═══ DATA EXTRACTS

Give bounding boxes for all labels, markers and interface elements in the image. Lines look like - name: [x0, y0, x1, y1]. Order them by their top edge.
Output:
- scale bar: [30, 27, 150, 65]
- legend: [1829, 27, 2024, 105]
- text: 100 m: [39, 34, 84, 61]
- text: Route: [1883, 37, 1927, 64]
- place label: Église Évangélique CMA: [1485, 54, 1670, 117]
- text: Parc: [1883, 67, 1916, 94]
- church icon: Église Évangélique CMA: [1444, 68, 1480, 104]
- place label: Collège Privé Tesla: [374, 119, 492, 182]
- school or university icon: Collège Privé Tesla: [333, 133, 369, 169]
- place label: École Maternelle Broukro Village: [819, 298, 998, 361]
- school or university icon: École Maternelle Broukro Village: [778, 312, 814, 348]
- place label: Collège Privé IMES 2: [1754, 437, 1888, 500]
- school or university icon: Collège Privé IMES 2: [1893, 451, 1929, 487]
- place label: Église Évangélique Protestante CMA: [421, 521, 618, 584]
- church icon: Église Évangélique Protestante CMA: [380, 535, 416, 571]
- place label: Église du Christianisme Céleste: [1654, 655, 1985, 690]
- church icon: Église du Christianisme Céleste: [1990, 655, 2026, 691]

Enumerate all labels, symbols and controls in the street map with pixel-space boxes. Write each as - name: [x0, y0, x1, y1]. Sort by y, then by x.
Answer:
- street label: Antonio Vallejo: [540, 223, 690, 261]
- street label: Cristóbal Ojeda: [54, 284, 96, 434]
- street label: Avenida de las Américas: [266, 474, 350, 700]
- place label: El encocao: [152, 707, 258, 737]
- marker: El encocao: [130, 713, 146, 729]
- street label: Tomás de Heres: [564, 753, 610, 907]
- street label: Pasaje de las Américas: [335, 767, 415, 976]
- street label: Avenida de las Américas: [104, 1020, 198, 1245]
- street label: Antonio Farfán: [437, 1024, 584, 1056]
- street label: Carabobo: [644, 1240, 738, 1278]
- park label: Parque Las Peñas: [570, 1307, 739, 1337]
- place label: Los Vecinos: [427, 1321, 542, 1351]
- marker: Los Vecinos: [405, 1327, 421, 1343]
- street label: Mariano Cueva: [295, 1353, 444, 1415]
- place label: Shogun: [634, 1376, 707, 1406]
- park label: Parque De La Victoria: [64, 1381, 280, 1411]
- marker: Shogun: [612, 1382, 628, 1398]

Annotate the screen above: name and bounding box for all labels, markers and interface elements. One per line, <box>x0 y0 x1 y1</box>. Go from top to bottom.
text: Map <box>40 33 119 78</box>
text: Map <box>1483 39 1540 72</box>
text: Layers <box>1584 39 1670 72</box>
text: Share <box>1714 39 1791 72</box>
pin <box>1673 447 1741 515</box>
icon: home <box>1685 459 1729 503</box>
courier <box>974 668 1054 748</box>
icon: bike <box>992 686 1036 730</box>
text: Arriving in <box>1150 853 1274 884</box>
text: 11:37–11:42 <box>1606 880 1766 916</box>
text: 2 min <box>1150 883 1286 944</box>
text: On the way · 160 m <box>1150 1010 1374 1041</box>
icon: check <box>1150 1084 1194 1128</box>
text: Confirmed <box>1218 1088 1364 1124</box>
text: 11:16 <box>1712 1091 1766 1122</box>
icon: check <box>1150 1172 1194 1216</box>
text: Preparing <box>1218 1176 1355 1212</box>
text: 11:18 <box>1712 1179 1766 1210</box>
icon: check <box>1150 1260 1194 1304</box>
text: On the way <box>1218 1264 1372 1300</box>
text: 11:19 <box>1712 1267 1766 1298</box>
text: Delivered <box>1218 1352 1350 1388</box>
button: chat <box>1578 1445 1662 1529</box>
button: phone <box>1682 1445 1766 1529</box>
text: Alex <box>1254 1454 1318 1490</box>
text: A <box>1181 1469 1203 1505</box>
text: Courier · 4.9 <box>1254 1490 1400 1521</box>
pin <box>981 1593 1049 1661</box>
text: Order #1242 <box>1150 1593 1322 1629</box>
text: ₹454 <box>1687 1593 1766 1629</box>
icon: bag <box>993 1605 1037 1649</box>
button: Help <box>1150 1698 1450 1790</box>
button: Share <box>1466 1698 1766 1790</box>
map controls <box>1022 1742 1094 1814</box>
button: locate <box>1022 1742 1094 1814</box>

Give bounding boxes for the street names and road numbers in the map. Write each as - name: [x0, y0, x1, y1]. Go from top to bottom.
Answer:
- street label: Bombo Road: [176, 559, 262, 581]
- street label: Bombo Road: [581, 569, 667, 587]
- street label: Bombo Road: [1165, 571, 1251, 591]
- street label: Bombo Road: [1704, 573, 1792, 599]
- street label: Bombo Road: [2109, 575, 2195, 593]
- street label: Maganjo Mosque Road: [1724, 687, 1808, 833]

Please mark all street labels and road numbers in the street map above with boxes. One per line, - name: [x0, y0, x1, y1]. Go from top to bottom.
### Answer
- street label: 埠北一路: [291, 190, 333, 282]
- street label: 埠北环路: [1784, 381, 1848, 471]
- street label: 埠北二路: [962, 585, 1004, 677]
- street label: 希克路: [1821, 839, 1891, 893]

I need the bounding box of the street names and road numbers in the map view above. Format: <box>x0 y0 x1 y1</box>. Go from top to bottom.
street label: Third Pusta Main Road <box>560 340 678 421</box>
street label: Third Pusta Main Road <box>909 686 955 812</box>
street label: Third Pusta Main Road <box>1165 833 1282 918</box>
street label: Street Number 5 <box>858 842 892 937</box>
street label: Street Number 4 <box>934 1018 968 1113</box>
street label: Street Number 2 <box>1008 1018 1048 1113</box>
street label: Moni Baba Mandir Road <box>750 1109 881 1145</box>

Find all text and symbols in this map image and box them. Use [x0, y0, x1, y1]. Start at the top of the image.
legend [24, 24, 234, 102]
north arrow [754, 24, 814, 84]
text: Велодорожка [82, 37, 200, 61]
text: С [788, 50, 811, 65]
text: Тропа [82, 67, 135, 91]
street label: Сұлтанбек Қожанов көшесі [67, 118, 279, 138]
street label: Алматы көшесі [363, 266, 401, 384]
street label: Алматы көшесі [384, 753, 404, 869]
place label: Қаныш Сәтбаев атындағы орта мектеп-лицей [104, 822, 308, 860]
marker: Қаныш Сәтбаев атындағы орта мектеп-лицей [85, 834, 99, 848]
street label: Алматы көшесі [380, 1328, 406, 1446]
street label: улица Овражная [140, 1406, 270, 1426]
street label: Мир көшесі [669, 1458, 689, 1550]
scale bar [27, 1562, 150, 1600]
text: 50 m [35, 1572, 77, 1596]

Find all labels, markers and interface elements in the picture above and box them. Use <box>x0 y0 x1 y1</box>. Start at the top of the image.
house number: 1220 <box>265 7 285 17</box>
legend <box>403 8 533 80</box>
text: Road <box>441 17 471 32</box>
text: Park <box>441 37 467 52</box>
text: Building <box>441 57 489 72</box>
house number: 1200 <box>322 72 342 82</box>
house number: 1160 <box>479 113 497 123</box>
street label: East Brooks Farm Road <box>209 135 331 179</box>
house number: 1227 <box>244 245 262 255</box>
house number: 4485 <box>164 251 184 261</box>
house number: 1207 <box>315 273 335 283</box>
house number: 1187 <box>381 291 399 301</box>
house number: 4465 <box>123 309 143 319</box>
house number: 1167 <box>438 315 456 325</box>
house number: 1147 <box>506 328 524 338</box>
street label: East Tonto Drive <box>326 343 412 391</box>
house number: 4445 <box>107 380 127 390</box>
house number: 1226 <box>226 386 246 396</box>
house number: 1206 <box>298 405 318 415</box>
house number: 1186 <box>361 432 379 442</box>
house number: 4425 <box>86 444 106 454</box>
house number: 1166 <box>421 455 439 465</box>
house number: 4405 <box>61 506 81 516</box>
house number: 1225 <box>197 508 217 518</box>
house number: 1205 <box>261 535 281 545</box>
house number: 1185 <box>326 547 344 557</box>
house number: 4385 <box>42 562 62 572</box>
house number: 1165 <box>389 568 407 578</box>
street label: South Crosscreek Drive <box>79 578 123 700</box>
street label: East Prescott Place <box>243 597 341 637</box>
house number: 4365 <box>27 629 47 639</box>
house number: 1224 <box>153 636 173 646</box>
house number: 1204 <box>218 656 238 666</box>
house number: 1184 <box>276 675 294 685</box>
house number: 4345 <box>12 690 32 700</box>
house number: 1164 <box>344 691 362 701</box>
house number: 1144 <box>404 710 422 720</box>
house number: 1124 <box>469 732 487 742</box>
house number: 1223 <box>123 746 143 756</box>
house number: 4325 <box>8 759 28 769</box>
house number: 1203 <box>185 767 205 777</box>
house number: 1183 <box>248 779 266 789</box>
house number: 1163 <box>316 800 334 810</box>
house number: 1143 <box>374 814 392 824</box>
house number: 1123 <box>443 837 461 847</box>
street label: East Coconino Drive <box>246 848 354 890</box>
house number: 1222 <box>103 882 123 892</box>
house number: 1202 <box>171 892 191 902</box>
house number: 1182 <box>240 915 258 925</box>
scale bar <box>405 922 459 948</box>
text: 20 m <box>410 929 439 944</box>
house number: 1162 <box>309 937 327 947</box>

══════

[WHAT THE EXERCISE ASKS]:
Return, exactly, the lines from the first line of the records above to the line containing "Enumerate all labels, symbols", both included.

[WRITTEN SOLUTION]:
Give bounding boxes for all labels, markers and interface elements in the image. Lines look like - name: [x0, y0, x1, y1]. Order them by their top edge.
Output:
- scale bar: [30, 27, 150, 65]
- legend: [1829, 27, 2024, 105]
- text: 100 m: [39, 34, 84, 61]
- text: Route: [1883, 37, 1927, 64]
- place label: Église Évangélique CMA: [1485, 54, 1670, 117]
- text: Parc: [1883, 67, 1916, 94]
- church icon: Église Évangélique CMA: [1444, 68, 1480, 104]
- place label: Collège Privé Tesla: [374, 119, 492, 182]
- school or university icon: Collège Privé Tesla: [333, 133, 369, 169]
- place label: École Maternelle Broukro Village: [819, 298, 998, 361]
- school or university icon: École Maternelle Broukro Village: [778, 312, 814, 348]
- place label: Collège Privé IMES 2: [1754, 437, 1888, 500]
- school or university icon: Collège Privé IMES 2: [1893, 451, 1929, 487]
- place label: Église Évangélique Protestante CMA: [421, 521, 618, 584]
- church icon: Église Évangélique Protestante CMA: [380, 535, 416, 571]
- place label: Église du Christianisme Céleste: [1654, 655, 1985, 690]
- church icon: Église du Christianisme Céleste: [1990, 655, 2026, 691]

Enumerate all labels, symbols and controls in the street map with pixel-space boxes. Write each as - name: [x0, y0, x1, y1]. Sort by y, then by x.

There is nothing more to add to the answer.